= Beginning of Section =
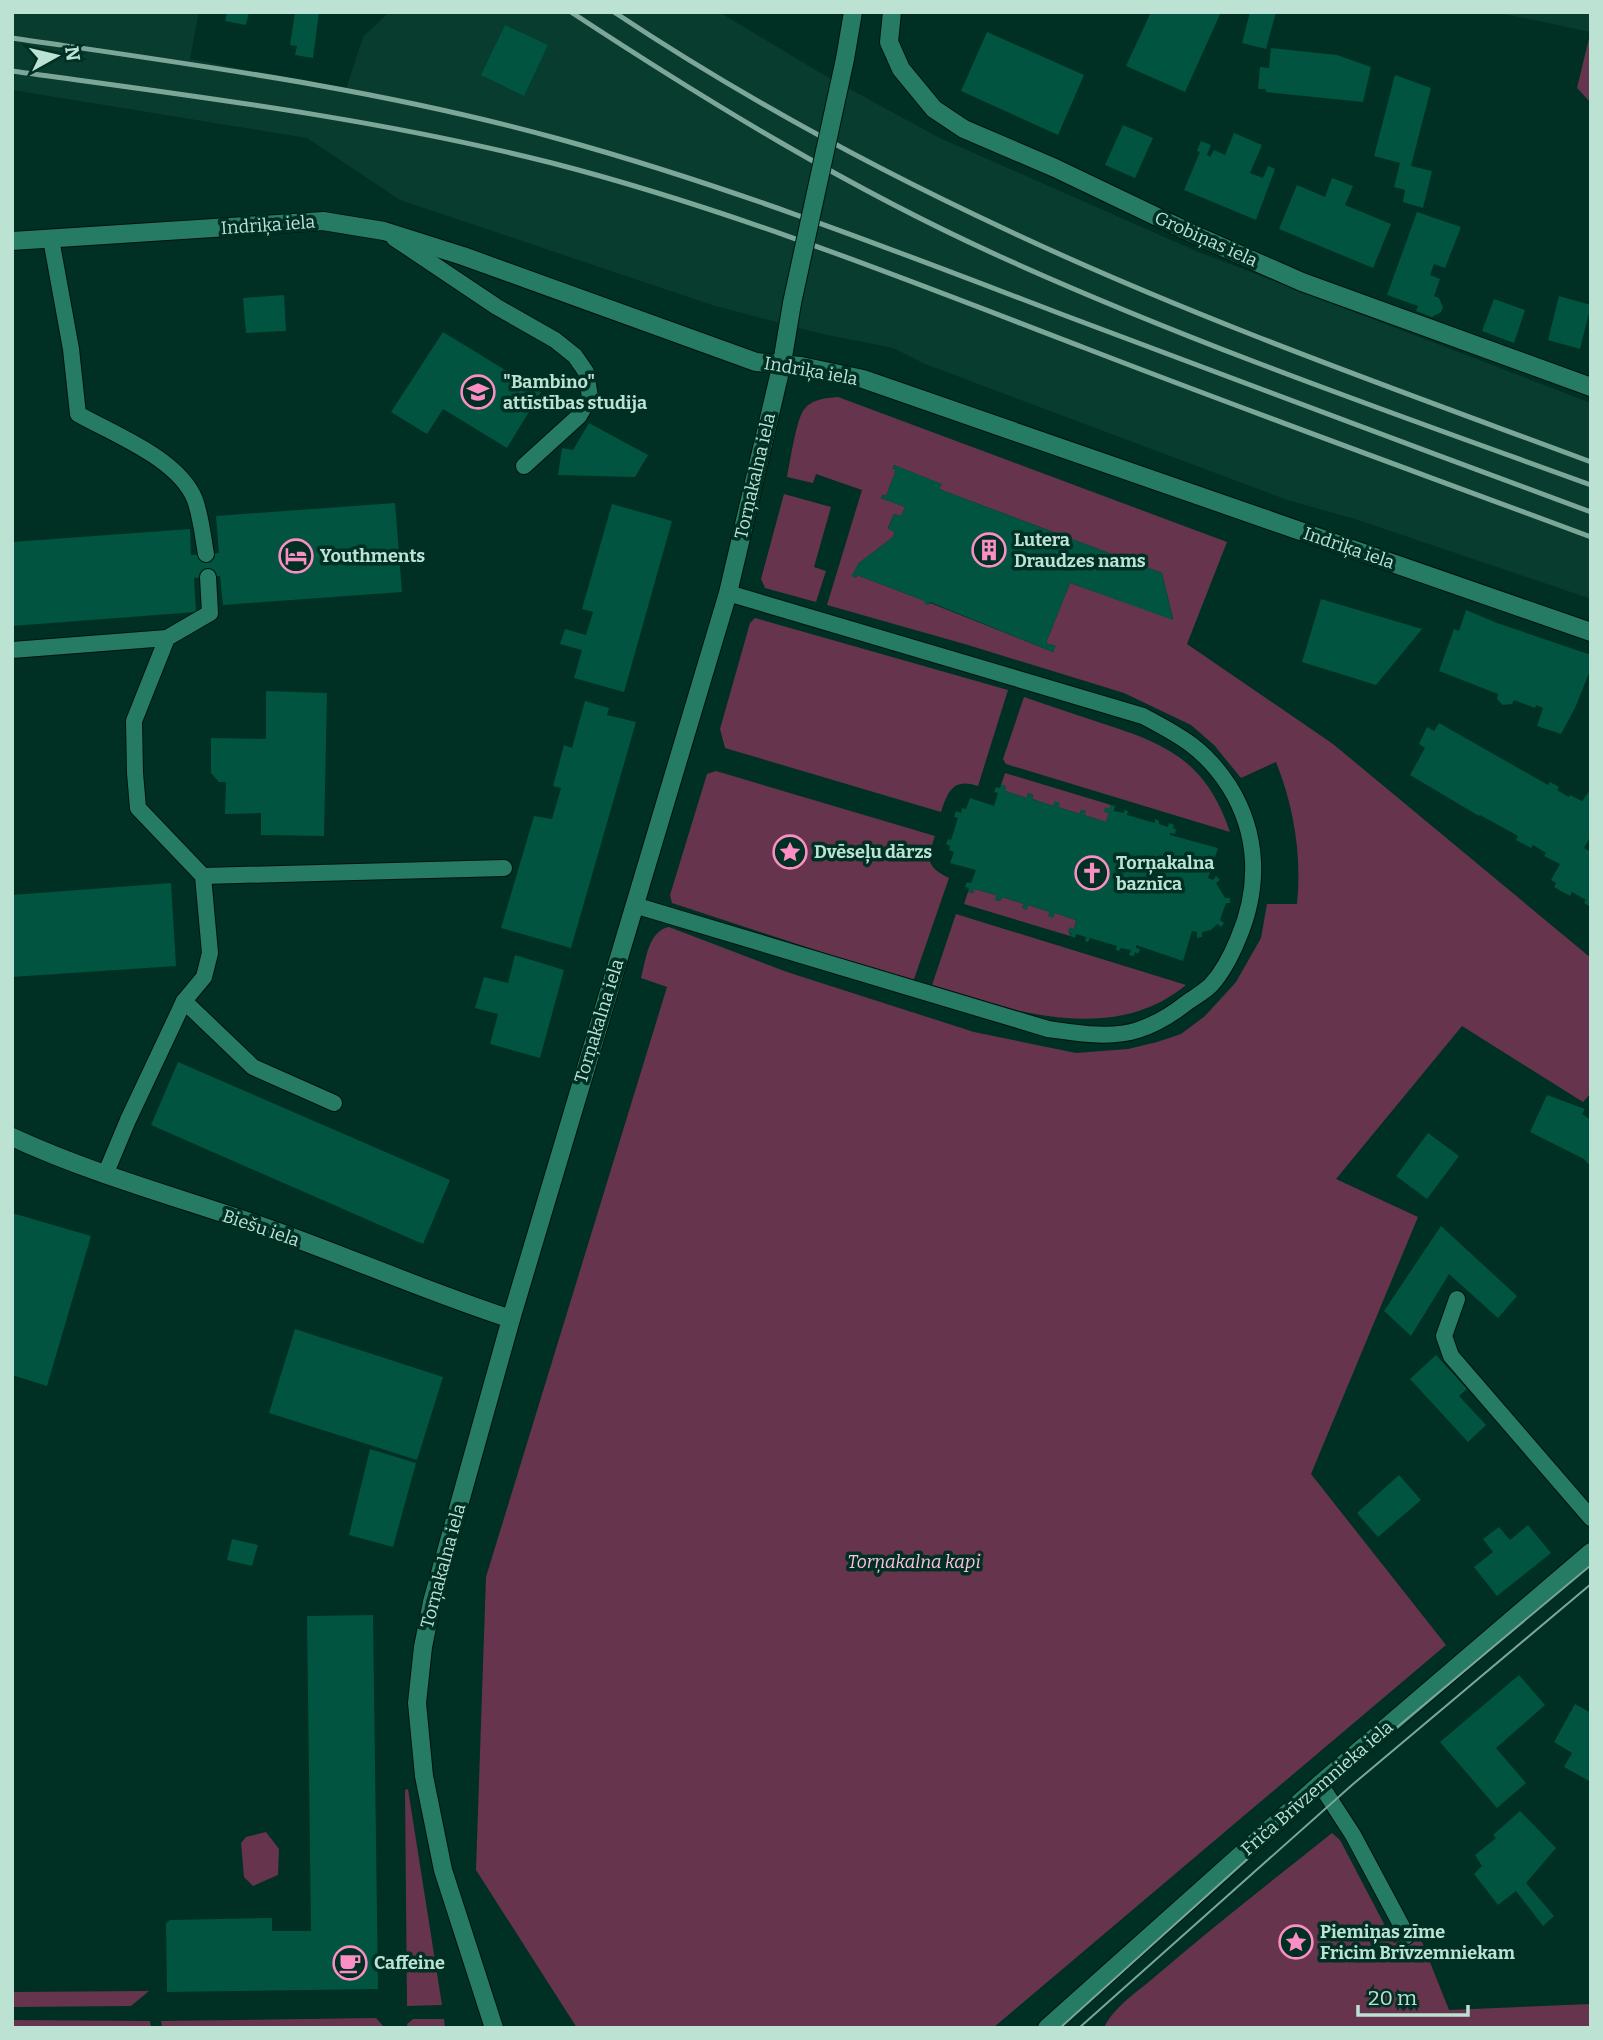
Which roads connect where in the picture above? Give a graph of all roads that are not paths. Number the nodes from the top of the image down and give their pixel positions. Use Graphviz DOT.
graph roads {
  1 [pos="853,12"];
  2 [pos="892,12"];
  3 [pos="384,231"];
  4 [pos="51,239"];
  5 [pos="12,241"];
  6 [pos="782,363"];
  7 [pos="1591,387"];
  8 [pos="524,466"];
  9 [pos="206,554"];
  10 [pos="208,577"];
  11 [pos="728,593"];
  12 [pos="1591,632"];
  13 [pos="167,638"];
  14 [pos="12,650"];
  15 [pos="504,868"];
  16 [pos="203,876"];
  17 [pos="634,905"];
  18 [pos="184,1001"];
  19 [pos="334,1103"];
  20 [pos="12,1137"];
  21 [pos="105,1175"];
  22 [pos="1457,1299"];
  23 [pos="511,1319"];
  24 [pos="1591,1518"];
  25 [pos="1591,1552"];
  26 [pos="1320,1784"];
  27 [pos="1407,1936"];
  28 [pos="494,2028"];
  29 [pos="1047,2028"];
  1 -- 6 [label="street, Torņakalna iela, bridge"];
  2 -- 7 [label="street, Grobiņas iela"];
  3 -- 4 [label="street, Indriķa iela"];
  3 -- 6 [label="street, Indriķa iela"];
  3 -- 8 [label="lane"];
  4 -- 5 [label="street, Indriķa iela"];
  4 -- 9 [label="lane"];
  6 -- 11 [label="street, Torņakalna iela"];
  6 -- 12 [label="street, Indriķa iela"];
  10 -- 13 [label="lane"];
  11 -- 17 [label="street, Torņakalna iela"];
  11 -- 17 [label="lane"];
  13 -- 14 [label="lane"];
  13 -- 16 [label="lane"];
  15 -- 16 [label="lane"];
  16 -- 18 [label="lane"];
  17 -- 23 [label="street, Torņakalna iela"];
  18 -- 19 [label="lane"];
  18 -- 21 [label="lane"];
  20 -- 21 [label="street, Biešu iela"];
  21 -- 23 [label="street, Biešu iela"];
  22 -- 24 [label="lane"];
  23 -- 28 [label="street, Torņakalna iela"];
  25 -- 26 [label="street, Friča Brīvzemnieka iela"];
  26 -- 27 [label="lane"];
  26 -- 29 [label="street, Friča Brīvzemnieka iela"];
}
= End of Section =
# Your objective:
Leave out the pictures, then give all the records again exactly.

# Your response:
Which roads connect where in the picture above? Give a graph of all roads that are not paths. Number the nodes from the top of the image down and give their pixel positions. Use Graphviz DOT.
graph roads {
  1 [pos="853,12"];
  2 [pos="892,12"];
  3 [pos="384,231"];
  4 [pos="51,239"];
  5 [pos="12,241"];
  6 [pos="782,363"];
  7 [pos="1591,387"];
  8 [pos="524,466"];
  9 [pos="206,554"];
  10 [pos="208,577"];
  11 [pos="728,593"];
  12 [pos="1591,632"];
  13 [pos="167,638"];
  14 [pos="12,650"];
  15 [pos="504,868"];
  16 [pos="203,876"];
  17 [pos="634,905"];
  18 [pos="184,1001"];
  19 [pos="334,1103"];
  20 [pos="12,1137"];
  21 [pos="105,1175"];
  22 [pos="1457,1299"];
  23 [pos="511,1319"];
  24 [pos="1591,1518"];
  25 [pos="1591,1552"];
  26 [pos="1320,1784"];
  27 [pos="1407,1936"];
  28 [pos="494,2028"];
  29 [pos="1047,2028"];
  1 -- 6 [label="street, Torņakalna iela, bridge"];
  2 -- 7 [label="street, Grobiņas iela"];
  3 -- 4 [label="street, Indriķa iela"];
  3 -- 6 [label="street, Indriķa iela"];
  3 -- 8 [label="lane"];
  4 -- 5 [label="street, Indriķa iela"];
  4 -- 9 [label="lane"];
  6 -- 11 [label="street, Torņakalna iela"];
  6 -- 12 [label="street, Indriķa iela"];
  10 -- 13 [label="lane"];
  11 -- 17 [label="street, Torņakalna iela"];
  11 -- 17 [label="lane"];
  13 -- 14 [label="lane"];
  13 -- 16 [label="lane"];
  15 -- 16 [label="lane"];
  16 -- 18 [label="lane"];
  17 -- 23 [label="street, Torņakalna iela"];
  18 -- 19 [label="lane"];
  18 -- 21 [label="lane"];
  20 -- 21 [label="street, Biešu iela"];
  21 -- 23 [label="street, Biešu iela"];
  22 -- 24 [label="lane"];
  23 -- 28 [label="street, Torņakalna iela"];
  25 -- 26 [label="street, Friča Brīvzemnieka iela"];
  26 -- 27 [label="lane"];
  26 -- 29 [label="street, Friča Brīvzemnieka iela"];
}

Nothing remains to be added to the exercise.